Posted On Monday, September 24, 2012
By:
The Wall Street Journal recently featured the story of Kenneth Kassab, an individual who, almost as an afterthought, withdrew his plea of guilty to federal explosives charges, and ended up being acquitted by a jury. Gary Fields and John Emshwiller, Federal Guilty Pleas Soar as Bargains Trump Trial, Wall Street Journal, September 24, 2012, A1. The article zeroed in on the real-world peril of overwhelming sentencing consequences that individuals charged with federal crimes face, highlighting the fact that even those who may believe in their innocence, plead guilty as a way of choosing the lesser of two evils.
Mr. Kassab was a handy man at a local hotel in Sault Ste. Marie in Michigan’s Upper Peninsula. In the course of his duties, he was asked by the hotel owner, John Lechner, to move several dozen 50 pound bags that he believed were fertilizer. The problem was that Mr. Lechner was under investigation for making statements about becoming a mercenary if the government ever failed. The bags actually contained ammonium nitrate fuel (ANFO) , the same compound used in the bombing of the Alfred P. Murrah Building in Oklahoma City in 1995.

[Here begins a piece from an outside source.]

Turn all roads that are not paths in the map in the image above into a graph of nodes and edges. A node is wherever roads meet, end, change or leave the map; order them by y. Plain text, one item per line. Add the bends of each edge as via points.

Mr. Kassab had maintained his innocence, believing he had done nothing wrong. Nonetheless, after discussing the potential sentence that he was facing, the complicating factors that included a prior criminal history, as well as the fact that he would be tried alongside Lechner, he decided to enter a plea of guilty. It was only after the Court held a bond revocation hearing for violation of the conditions of his pretrial release, that he, without prior planning or warning to his counsel, declined the magistrate judge’s request that he reaffirm his prior guilty plea. After a jury trial, the defense of which had to be prepared hastily (the trial was four days away when he changed his plea), he was acquitted of all charges following 2 hours of deliberation.

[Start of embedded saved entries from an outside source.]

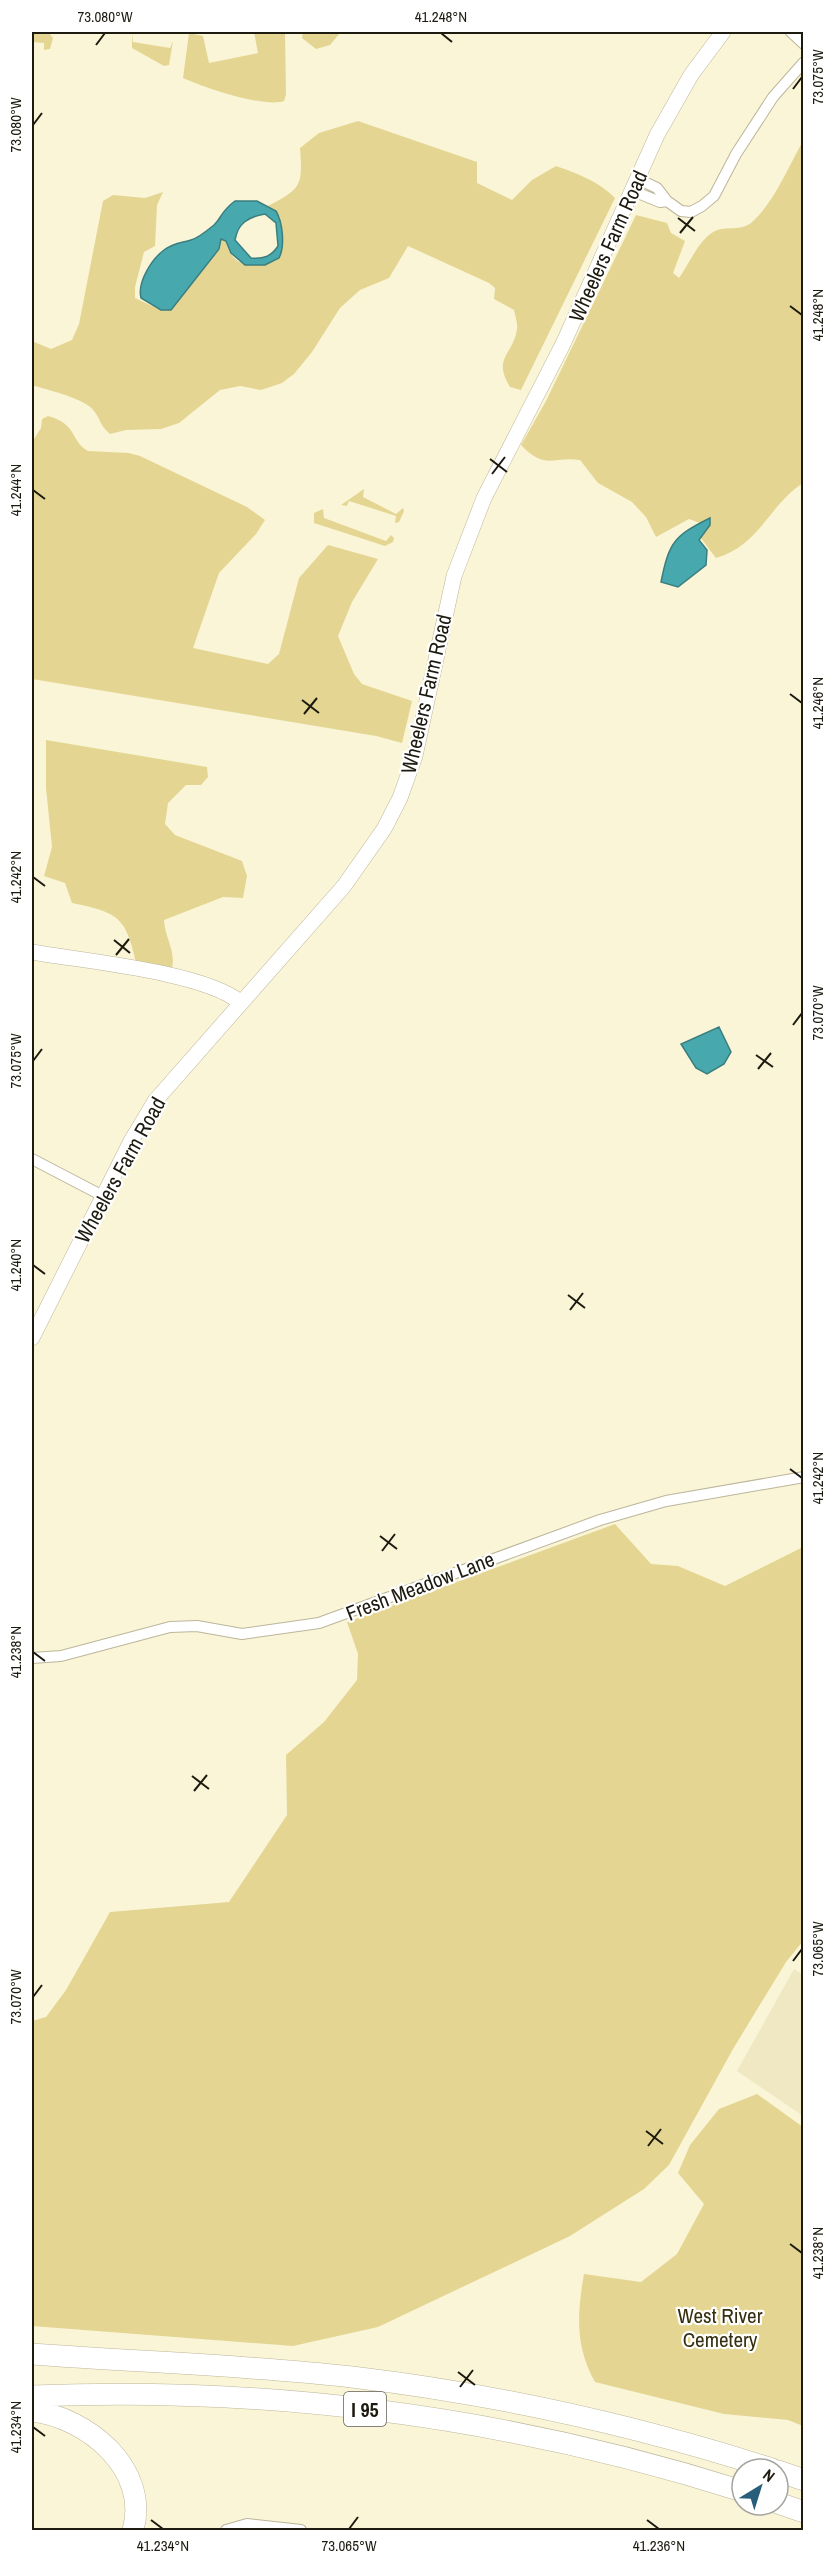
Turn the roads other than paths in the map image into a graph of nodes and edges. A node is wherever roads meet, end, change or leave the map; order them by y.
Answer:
1 (723, 32) edge
2 (791, 32) edge
3 (804, 44) edge
4 (804, 62) edge
5 (636, 185) junction
6 (32, 952) edge
7 (240, 1002) junction
8 (32, 1159) edge
9 (103, 1196) junction
10 (32, 1338) edge
11 (804, 1477) edge
12 (32, 1658) edge
13 (32, 2354) edge
14 (188, 2365) junction
15 (32, 2366) edge
16 (32, 2396) edge
17 (32, 2411) edge
18 (732, 2457) edge
19 (730, 2488) edge
20 (277, 2529) edge
21 (133, 2530) edge
22 (226, 2530) edge
23 (301, 2530) edge

1 - 5 main road, Wheelers Farm Road
2 - 3 street
4 - 5 street
5 - 7 main road, Wheelers Farm Road
6 - 7 main road
7 - 9 main road, Wheelers Farm Road
8 - 9 street
9 - 10 main road, Wheelers Farm Road
11 - 12 street, Fresh Meadow Lane
13 - 14 highway
14 - 15 highway, I 95
14 - 18 highway, I 95
16 - 19 highway, I 95
17 - 21 highway
20 - 22 street
20 - 23 street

The case highlights growing concern that 25 years of federal legislation aimed at getting tough on crime, and the accompanying evolution of the United States Sentencing Guidelines, has resulted in a charging regime that leaves most defendants with little choice but to plead guilty even in circumstances where they maintain their innocence. Often prosecutors also use the threat of additional charges in a superseding indictment to obtain guilty pleas. A companion article in the same issue of The Journal reported on a recent academic study, which results indicated that when faced with dire consequences, 55% of innocent people would be inclined to enter into an agreement to plead guilty. John Emshwiller and Gary Fields, Study Shows Innocent Plead Guilty at a High Rate, Wall Street Journal, September 24, 2012, A20. It reported other studies have resulted in rates of guilty pleas by innocent people in the range of 10% – 50%.
Both of these articles point to a growing problem and concern regarding our current system of justice. There is no practical way that the government could try all of the cases that it charges. At the same time, however, defense lawyers are faced with difficult tasks of mitigating the potential exposure to their individual clients while holding the government to its evidence.